Pemmaraju Naveen, Kantarjian Hagop, Jorgensen Jeffrey L, Jabbour Elias, Jain Nitin, Thomas Deborah, O'Brien Susan, Wang Xuemei, Huang Xuelin, Wang Sa A, Konopleva Marina, Konoplev Sergej, Kadia Tapan, Garris Rebecca, Pierce Sherry, Garcia-Manero Guillermo, Cortes Jorge, Ravandi Farhad
Department of Leukemia, University of Texas, MD Anderson Cancer Center, Houston, Texas.
Department of Pathology, University of Texas, MD Anderson Cancer Center, Houston, Texas.
Am J Hematol. 2017 Mar;92(3):279-285. doi: 10.1002/ajh.24629. Epub 2017 Feb 1.

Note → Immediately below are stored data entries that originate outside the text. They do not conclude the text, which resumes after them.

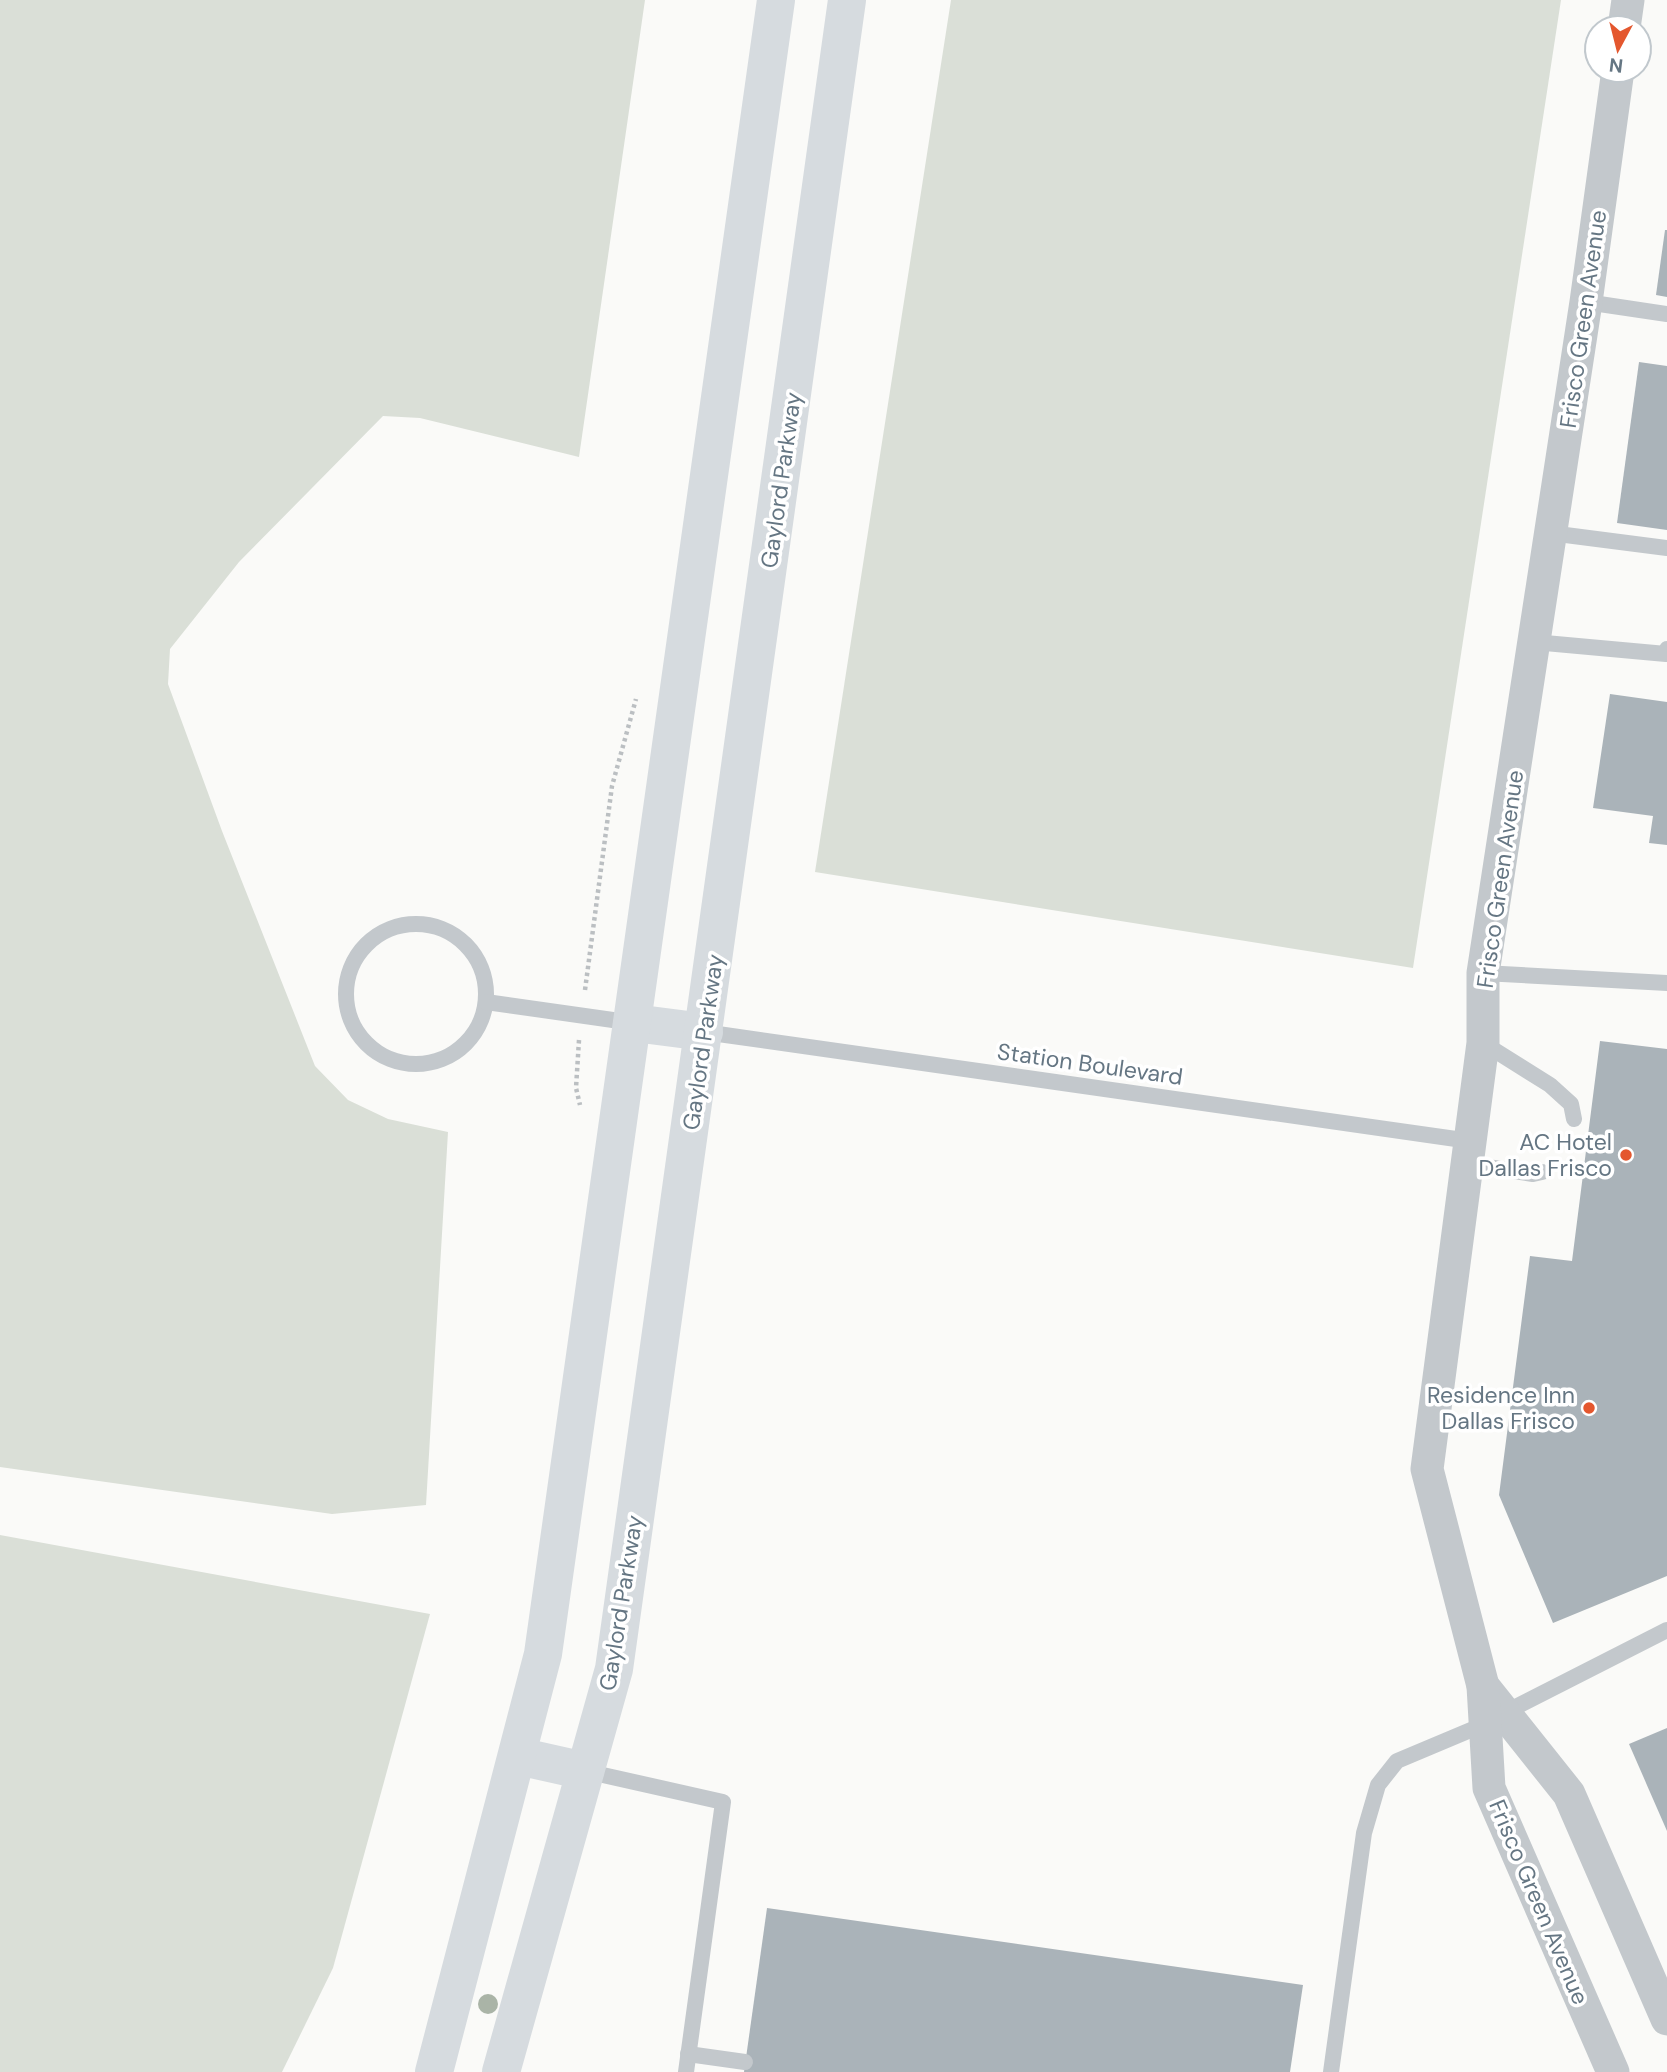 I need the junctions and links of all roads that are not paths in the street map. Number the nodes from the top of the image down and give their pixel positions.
1 (776, 0) edge
2 (848, 0) edge
3 (1616, 84) edge
4 (1586, 302) junction
5 (1667, 314) edge
6 (1550, 533) junction
7 (1667, 548) edge
8 (1534, 642) junction
9 (1667, 649) edge
10 (1483, 973) junction
11 (1667, 983) edge
12 (486, 1002) junction
13 (634, 1023) junction
14 (704, 1032) junction
15 (1483, 1043) junction
16 (1574, 1119) dead end
17 (1469, 1153) junction
18 (1542, 1172) dead end
19 (1667, 1630) edge
20 (1495, 1718) junction
21 (518, 1756) junction
22 (585, 1771) junction
23 (1667, 2019) edge
24 (688, 2054) junction
25 (745, 2062) dead end
26 (434, 2072) edge
27 (501, 2072) edge
28 (686, 2072) edge
29 (1331, 2072) edge
30 (1613, 2072) edge

1 - 13 street
2 - 14 street, Gaylord Parkway
3 - 4 street, Frisco Green Avenue
4 - 5 lane
4 - 6 street, Frisco Green Avenue
6 - 7 lane
6 - 8 street, Frisco Green Avenue
8 - 9 lane
8 - 10 street, Frisco Green Avenue
10 - 11 lane
10 - 15 street, Frisco Green Avenue
12 - 12 lane
12 - 13 lane
13 - 14 street
13 - 21 street
14 - 17 lane, Station Boulevard
14 - 22 street, Gaylord Parkway
15 - 16 lane
15 - 17 street, Frisco Green Avenue
17 - 18 lane, Station Boulevard
17 - 20 street, Frisco Green Avenue
19 - 20 lane
20 - 23 street, Frisco Green Avenue
20 - 29 lane
20 - 30 street, Frisco Green Avenue
21 - 22 street
21 - 26 street
22 - 24 lane
22 - 27 street, Gaylord Parkway
24 - 25 lane
24 - 28 lane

We sought to determine the significance of minimal residual disease (MRD) relapse in patients with ALL after achieving MRD negative status following induction and consolidation therapy. Between January 2003 and September 2014, 647 newly diagnosed patients were treated [HyperCVAD-based (n = 531); Augmented BFM (n = 116)]. Six hundred and one (93%) achieved complete remission (CR), and 546 (91%) became MRD negative. Fifty-five patients [HyperCVAD-based (n = 49); Augmented BFM (n = 6)] developed recurrence of MRD while still in morphological CR and are the subjects of this study. MRD was assessed by 6-color (4-color prior to 2009) multi-parameter flow cytometry (MFC) at CR and multiple time points thereafter. Their median age was 44 years (range, 18-72 years), median WBC at initial presentation was 7.3 K/µL (range, 0.6-303.8 K/µL ) and median bone marrow blast percentage 88% (range, 26-98%). The median time to MRD relapse was 14 months (range 3-58 months). Forty-four (80%) patients subsequently developed morphological relapse after median of 3 months (range, <1-33 months) from detection of MRD recurrence. Treatments received after MRD positivity and prior to morphological relapse: 16 continued maintenance chemotherapy; 15 received late intensification; 9 allogeneic stem cell transplant, 9 changed chemotherapy, 6 no further therapy. Only six remain alive and in CR1 and nine are alive after morphological relapse. MRD relapse detected by MFC at any time after achieving CR is associated with a high risk for morphological relapse. SCT can result in long-term remission in some patients. Prospective studies of long-term MRD assessments, together with less toxic treatment strategies to eradicate MRD, are warranted.
我们试图确定急性淋巴细胞白血病(ALL)患者在诱导和巩固治疗后达到微小残留病(MRD)阴性状态后MRD复发的意义。2003年1月至2014年9月期间,647例新诊断患者接受了治疗[基于HyperCVAD方案(n = 531);强化BFM方案(n = 116)]。601例(93%)达到完全缓解(CR),546例(91%)MRD转为阴性。55例患者[基于HyperCVAD方案(n = 49);强化BFM方案(n = 6)]在仍处于形态学CR时出现MRD复发,这些患者是本研究的对象。在CR时及之后的多个时间点,通过6色(2009年之前为4色)多参数流式细胞术(MFC)评估MRD。他们的中位年龄为44岁(范围18 - 72岁),初诊时中位白细胞计数为7.3 K/µL(范围0.6 - 303.8 K/µL),中位骨髓原始细胞百分比为88%(范围26 - 98%)。MRD复发的中位时间为14个月(范围3 - 58个月)。44例(80%)患者在检测到MRD复发后中位3个月(范围<1 - 33个月)随后出现形态学复发。MRD阳性至形态学复发前接受的治疗:16例继续维持化疗;15例接受晚期强化治疗;9例接受异基因干细胞移植,9例更换化疗方案,6例未进一步治疗。仅6例仍存活且处于CR1,9例在形态学复发后存活。CR后任何时间通过MFC检测到的MRD复发与形态学复发的高风险相关。异基因造血干细胞移植(SCT)可使部分患者获得长期缓解。有必要对长期MRD评估进行前瞻性研究,并采用毒性较小的治疗策略来根除MRD。